● **EXERCISE AIM**
Where in the records does the word "stream" appear? Copy each line that holds it.

--------

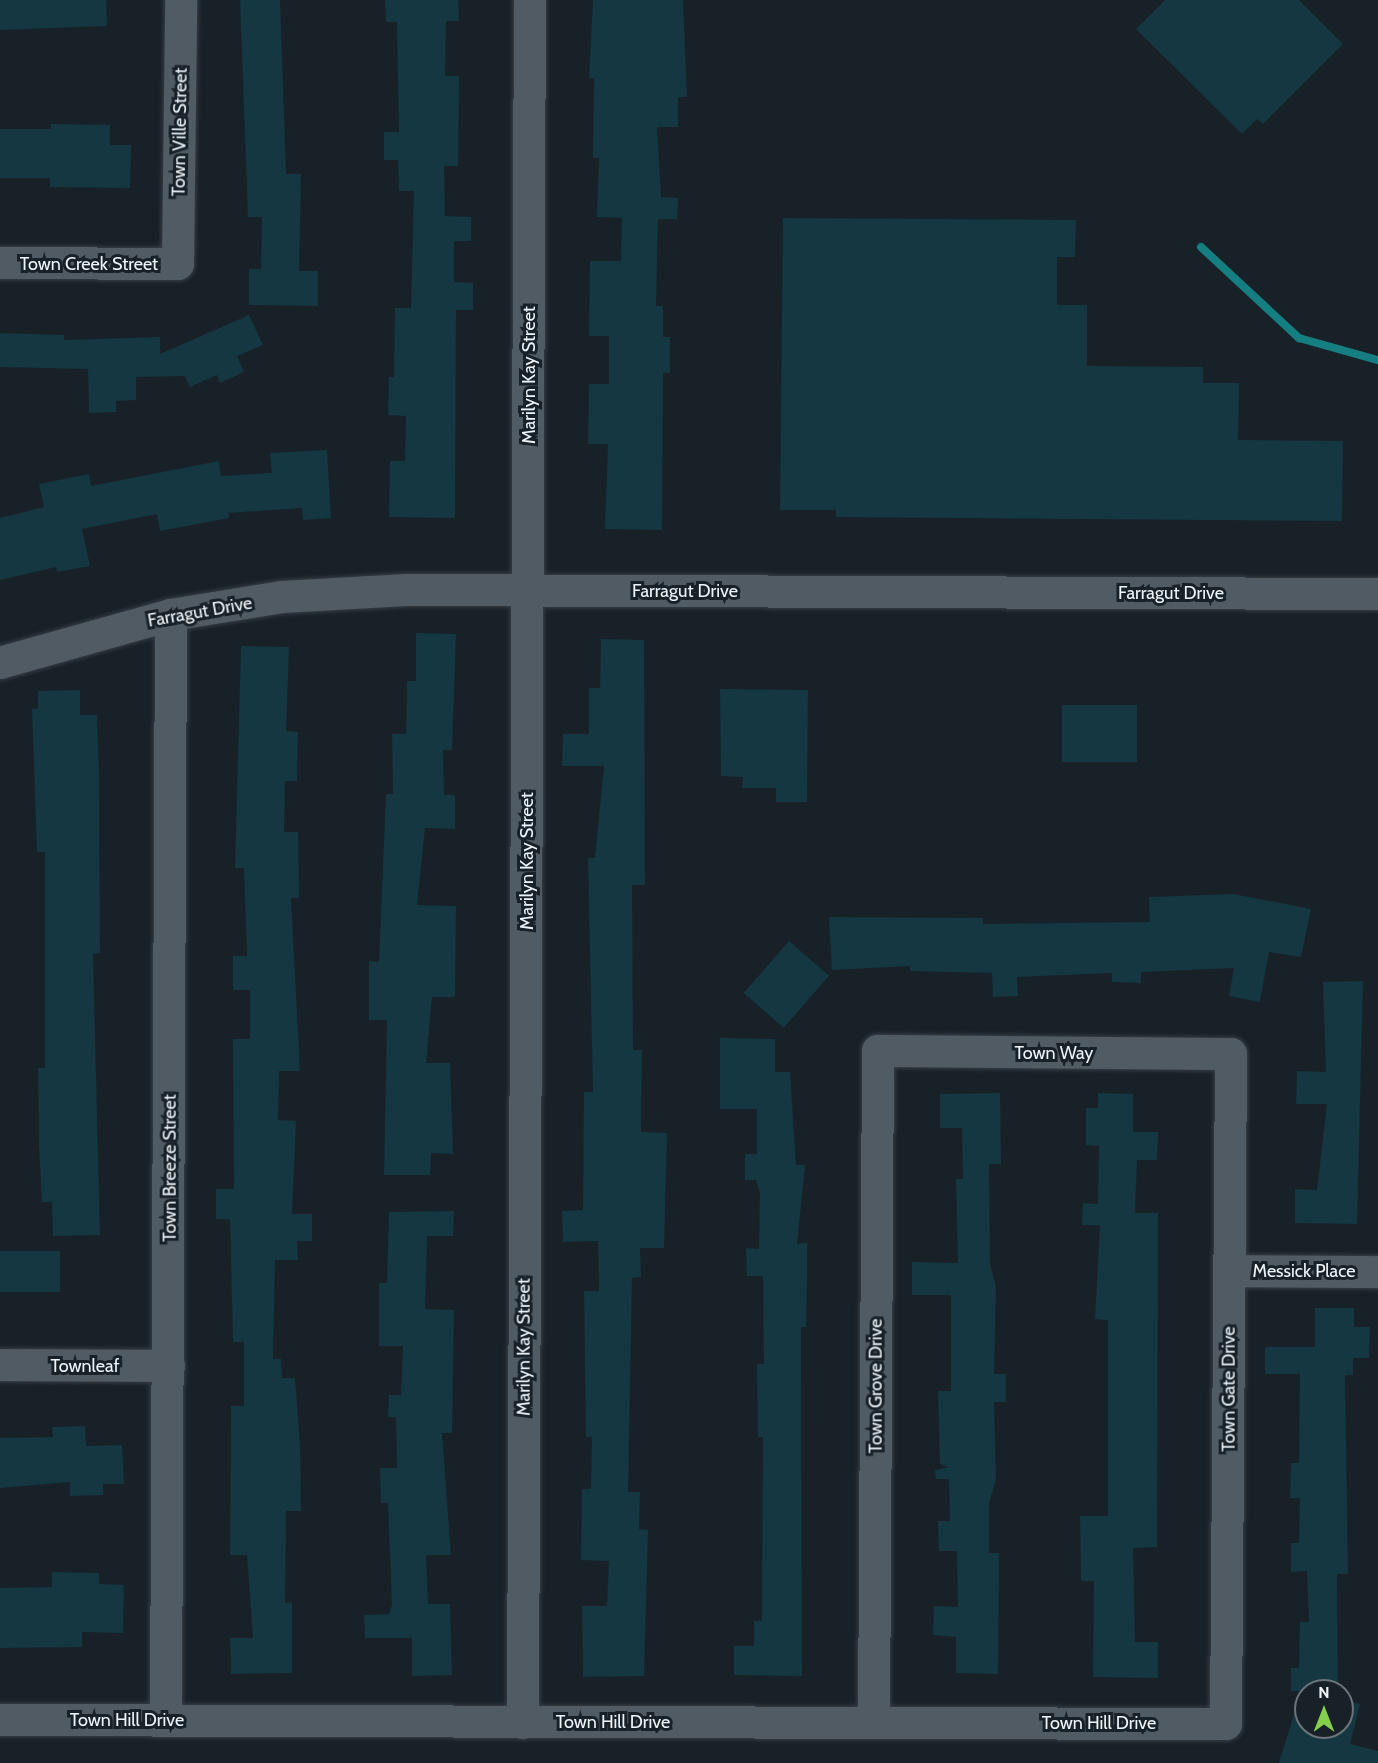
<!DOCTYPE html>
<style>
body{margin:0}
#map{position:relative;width:1378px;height:1763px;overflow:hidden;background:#182128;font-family:Cabin,sans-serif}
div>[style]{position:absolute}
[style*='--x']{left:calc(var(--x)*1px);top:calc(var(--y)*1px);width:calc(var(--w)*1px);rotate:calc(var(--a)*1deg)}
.stream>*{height:8px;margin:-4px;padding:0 4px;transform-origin:4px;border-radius:4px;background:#157e81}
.building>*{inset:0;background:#143741;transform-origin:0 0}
.roads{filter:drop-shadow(0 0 2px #373d44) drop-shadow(0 0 2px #373d44)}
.street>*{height:32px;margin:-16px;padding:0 16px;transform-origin:16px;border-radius:16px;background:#505b63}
span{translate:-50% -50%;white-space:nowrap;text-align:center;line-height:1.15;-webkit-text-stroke:6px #182128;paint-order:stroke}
.street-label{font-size:18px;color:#edf4f9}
.north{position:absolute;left:1294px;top:1679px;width:60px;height:60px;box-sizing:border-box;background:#182128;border:2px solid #6d757c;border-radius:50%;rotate:0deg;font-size:16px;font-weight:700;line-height:24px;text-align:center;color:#edf4f9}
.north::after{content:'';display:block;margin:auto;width:21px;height:27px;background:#85cf4c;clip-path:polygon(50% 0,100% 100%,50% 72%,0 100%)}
</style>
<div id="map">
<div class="stream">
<div style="--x:1201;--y:247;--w:134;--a:42.9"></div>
<div style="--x:1299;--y:338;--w:82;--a:15.6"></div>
</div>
<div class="building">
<div style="clip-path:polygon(0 0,106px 0,107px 26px,0 30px)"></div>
<div style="clip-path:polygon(240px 0,280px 0,286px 174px,301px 174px,299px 271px,318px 271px,318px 306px,249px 305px,249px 269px,261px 269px,262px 217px,248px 217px)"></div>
<div style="clip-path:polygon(385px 0,458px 0,459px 21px,446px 21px,445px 76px,459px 76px,458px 166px,444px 166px,445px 216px,471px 217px,471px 241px,454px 241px,454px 282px,473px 283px,473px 310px,456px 310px,455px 518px,389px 517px,390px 461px,405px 461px,406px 416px,388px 415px,389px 377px,394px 377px,395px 308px,411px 308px,414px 191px,399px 191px,398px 160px,384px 160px,384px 132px,399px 132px,397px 22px,386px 22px)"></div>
<div style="clip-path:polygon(593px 0,683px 0,687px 97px,678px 97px,678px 127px,657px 127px,661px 197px,678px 198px,677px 219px,658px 219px,656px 306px,663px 306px,663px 337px,670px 337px,670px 373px,663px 373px,662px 530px,605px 529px,608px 444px,588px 444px,589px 384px,609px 384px,609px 336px,589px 336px,590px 261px,621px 261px,622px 218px,597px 217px,599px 158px,593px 158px,594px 78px,589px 78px)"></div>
<div style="clip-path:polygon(1165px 0,1299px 0,1343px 44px,1263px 124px,1257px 119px,1242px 134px,1136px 29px)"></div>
<div style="clip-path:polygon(51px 124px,110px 125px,110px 145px,131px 145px,130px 188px,50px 187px,50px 178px,0 178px,0 129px,51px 129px)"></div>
<div style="clip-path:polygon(783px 218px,1076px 220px,1075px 257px,1057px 257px,1057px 305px,1087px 305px,1087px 366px,1203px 367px,1203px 383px,1239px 383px,1238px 440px,1343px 441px,1342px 521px,836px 517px,836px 510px,780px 510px)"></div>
<div style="clip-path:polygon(249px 315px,263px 345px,237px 356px,244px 372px,220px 383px,217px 375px,190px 387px,185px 376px,136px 377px,136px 400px,116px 401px,116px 412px,89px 413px,88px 369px,0 367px,0 333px,64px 335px,64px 340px,160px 337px,160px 354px)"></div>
<div style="clip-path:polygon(327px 450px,331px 518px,303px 520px,302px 508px,228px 513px,229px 518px,160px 531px,157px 514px,82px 529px,90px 566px,57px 572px,56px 567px,0 580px,0 518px,44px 507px,39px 484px,89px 474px,91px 486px,219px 461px,221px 476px,272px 473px,270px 453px)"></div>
<div style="clip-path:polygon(416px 633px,456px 634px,452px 750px,443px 750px,444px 795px,455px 795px,455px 829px,425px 828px,417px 905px,456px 906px,455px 997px,432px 997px,426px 1063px,450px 1063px,453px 1154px,431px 1153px,430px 1175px,384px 1175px,387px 1020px,369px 1020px,369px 961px,379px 962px,386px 794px,393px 794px,392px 734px,406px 734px,407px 681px,416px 681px)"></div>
<div style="clip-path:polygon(601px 639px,644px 640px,645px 885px,632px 885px,633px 1050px,642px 1050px,641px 1132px,667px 1133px,664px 1248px,640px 1248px,641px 1277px,632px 1278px,628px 1492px,640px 1492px,639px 1529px,648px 1530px,644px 1676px,583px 1677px,582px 1606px,607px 1606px,609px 1561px,581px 1560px,582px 1489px,591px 1489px,592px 1437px,586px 1437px,584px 1291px,599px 1291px,598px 1241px,563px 1242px,562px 1211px,583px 1210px,584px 1092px,593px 1092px,588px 858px,595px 858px,604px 766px,562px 766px,563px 734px,589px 734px,589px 688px,600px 688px)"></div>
<div style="clip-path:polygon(241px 646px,289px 647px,286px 731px,298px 732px,297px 781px,285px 781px,284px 832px,298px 832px,299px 898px,291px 898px,300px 1071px,279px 1071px,278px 1120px,296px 1121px,292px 1214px,312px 1214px,312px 1241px,297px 1241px,298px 1260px,275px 1260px,273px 1359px,281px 1359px,282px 1378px,295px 1378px,300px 1446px,301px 1511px,286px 1511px,285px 1603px,292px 1602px,292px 1673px,231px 1674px,230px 1638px,253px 1638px,247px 1555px,230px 1555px,231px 1406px,244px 1406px,244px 1342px,233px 1342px,230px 1219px,216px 1219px,216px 1189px,234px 1189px,233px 1039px,250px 1039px,250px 990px,233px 990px,233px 956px,247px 956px,244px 868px,235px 868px)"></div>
<div style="clip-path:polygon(720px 689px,808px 690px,807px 802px,776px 802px,776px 788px,742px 788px,743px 777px,721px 776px)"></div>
<div style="clip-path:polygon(80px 690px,80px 715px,97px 715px,99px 775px,100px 953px,93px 954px,100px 1235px,53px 1236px,52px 1202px,42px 1202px,39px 1146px,38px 1068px,45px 1068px,45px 852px,37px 852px,32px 709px,38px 709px,38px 691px)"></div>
<div style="left:1062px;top:705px;width:75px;height:57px"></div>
<div style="clip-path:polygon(1233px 894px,1311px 909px,1301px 957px,1269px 952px,1260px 1002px,1229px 996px,1234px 968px,1141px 972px,1141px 983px,1112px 982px,1112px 973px,1017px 977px,1018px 996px,993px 997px,992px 973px,910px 971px,910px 966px,832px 970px,829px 917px,983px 918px,983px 924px,1150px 922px,1149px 897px)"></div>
<div style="left:789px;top:941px;width:53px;height:69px;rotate:41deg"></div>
<div style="clip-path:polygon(1363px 981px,1357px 1224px,1295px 1223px,1295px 1189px,1317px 1190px,1327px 1104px,1296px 1104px,1297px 1071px,1326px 1072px,1323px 982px)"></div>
<div style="clip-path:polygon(720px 1038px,775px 1039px,775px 1072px,790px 1072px,796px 1165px,805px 1165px,797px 1244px,807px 1243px,807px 1276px,806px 1327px,801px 1327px,802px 1676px,734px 1675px,734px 1646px,754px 1646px,754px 1621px,762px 1621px,763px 1437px,758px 1437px,757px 1364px,764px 1364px,763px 1276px,747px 1276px,746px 1248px,759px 1249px,760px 1193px,756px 1180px,745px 1180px,745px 1154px,757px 1154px,757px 1109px,720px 1109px)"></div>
<div style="clip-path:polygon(1000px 1093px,1001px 1164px,989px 1164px,990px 1263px,996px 1288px,994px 1374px,1006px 1374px,1006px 1402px,994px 1402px,996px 1479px,989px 1503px,989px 1553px,999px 1553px,998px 1674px,956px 1673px,956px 1637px,933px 1635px,934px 1606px,958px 1607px,957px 1551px,939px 1551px,938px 1521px,950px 1521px,949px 1479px,936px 1479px,935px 1470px,949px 1467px,940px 1464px,938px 1391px,951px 1391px,951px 1295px,912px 1295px,912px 1262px,958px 1263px,956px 1179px,963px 1179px,962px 1128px,940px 1128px,940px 1094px)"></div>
<div style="clip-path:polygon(1098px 1093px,1133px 1094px,1133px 1132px,1158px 1132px,1157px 1160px,1137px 1160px,1135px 1213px,1158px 1213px,1157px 1547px,1133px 1548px,1135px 1642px,1158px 1642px,1158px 1678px,1093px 1677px,1094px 1581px,1081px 1581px,1080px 1516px,1108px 1516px,1108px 1320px,1095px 1319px,1100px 1225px,1082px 1225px,1083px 1203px,1098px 1204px,1099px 1146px,1086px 1145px,1086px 1108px,1098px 1108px)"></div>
<div style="clip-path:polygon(454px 1211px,453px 1236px,427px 1236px,425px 1309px,454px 1310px,452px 1433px,442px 1433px,451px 1555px,426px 1555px,428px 1604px,450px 1604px,452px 1675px,412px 1676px,412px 1638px,365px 1638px,364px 1615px,389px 1614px,392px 1605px,388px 1503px,381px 1503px,380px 1468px,397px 1468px,396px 1417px,388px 1417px,389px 1395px,401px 1395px,403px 1346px,379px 1346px,379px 1283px,387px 1283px,389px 1212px)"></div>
<div style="left:0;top:1251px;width:60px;height:41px"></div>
<div style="clip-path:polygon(1315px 1308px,1354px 1308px,1354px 1327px,1370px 1327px,1369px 1358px,1353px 1358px,1353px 1375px,1345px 1375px,1348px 1574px,1337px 1574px,1338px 1691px,1306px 1691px,1306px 1727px,1342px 1727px,1342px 1700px,1360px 1704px,1350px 1744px,1378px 1751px,1378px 1763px,1279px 1763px,1301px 1691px,1291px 1691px,1291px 1668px,1299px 1668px,1300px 1622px,1309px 1622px,1307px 1571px,1291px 1572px,1291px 1543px,1299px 1543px,1300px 1498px,1290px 1498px,1291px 1463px,1299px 1463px,1300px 1374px,1265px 1374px,1265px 1347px,1315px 1347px)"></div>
<div style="clip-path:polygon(85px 1426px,86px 1446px,122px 1445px,124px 1484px,103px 1484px,103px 1495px,70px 1496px,70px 1482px,0 1488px,0 1438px,53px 1437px,52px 1427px)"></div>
<div style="clip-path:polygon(52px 1572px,99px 1573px,99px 1584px,124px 1585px,123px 1633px,82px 1632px,82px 1647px,0 1648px,0 1588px,52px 1587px)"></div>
</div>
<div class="roads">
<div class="street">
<div style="--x:0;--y:263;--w:178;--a:0.3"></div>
<div style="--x:178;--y:264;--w:264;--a:-89.3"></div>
<div style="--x:0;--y:663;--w:178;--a:-15.7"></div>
<div style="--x:171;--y:615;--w:112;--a:-9.2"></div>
<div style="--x:282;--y:597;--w:125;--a:-3.2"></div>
<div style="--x:407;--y:590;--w:971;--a:0.24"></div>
<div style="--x:1230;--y:1271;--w:148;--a:0.4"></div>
<div style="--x:0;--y:1365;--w:169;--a:0.3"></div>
<div style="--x:0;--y:1720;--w:1226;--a:0.19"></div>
<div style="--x:1226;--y:1724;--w:670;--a:-89.57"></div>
<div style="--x:1231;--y:1054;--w:353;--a:-179.5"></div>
<div style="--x:878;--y:1051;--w:670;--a:90.34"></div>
<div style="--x:166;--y:1720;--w:1105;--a:-89.74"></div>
<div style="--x:523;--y:1723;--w:1723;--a:-89.77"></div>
</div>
</div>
<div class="street-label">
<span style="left:180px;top:132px;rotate:-89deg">Town Ville Street</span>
<span style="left:89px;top:264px">Town Creek Street</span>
<span style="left:529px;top:375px;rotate:-90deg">Marilyn Kay Street</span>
<span style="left:685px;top:591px">Farragut Drive</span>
<span style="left:1171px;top:593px">Farragut Drive</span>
<span style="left:200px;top:612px;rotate:-10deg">Farragut Drive</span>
<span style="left:527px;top:861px;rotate:-90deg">Marilyn Kay Street</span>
<span style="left:1054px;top:1053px">Town Way</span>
<span style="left:170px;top:1168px;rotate:-90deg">Town Breeze Street</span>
<span style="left:1304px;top:1271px">Messick Place</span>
<span style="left:524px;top:1347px;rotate:-90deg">Marilyn Kay Street</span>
<span style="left:85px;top:1366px">Townleaf</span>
<span style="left:876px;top:1386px;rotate:-90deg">Town Grove Drive</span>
<span style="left:1229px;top:1389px;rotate:-90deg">Town Gate Drive</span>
<span style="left:127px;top:1720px">Town Hill Drive</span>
<span style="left:613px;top:1722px">Town Hill Drive</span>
<span style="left:1099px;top:1723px">Town Hill Drive</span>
</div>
<div class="north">N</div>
</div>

--------

● **EXERCISE ANSWER**
.stream>*{height:8px;margin:-4px;padding:0 4px;transform-origin:4px;border-radius:4px;background:#157e81}
<div class="stream">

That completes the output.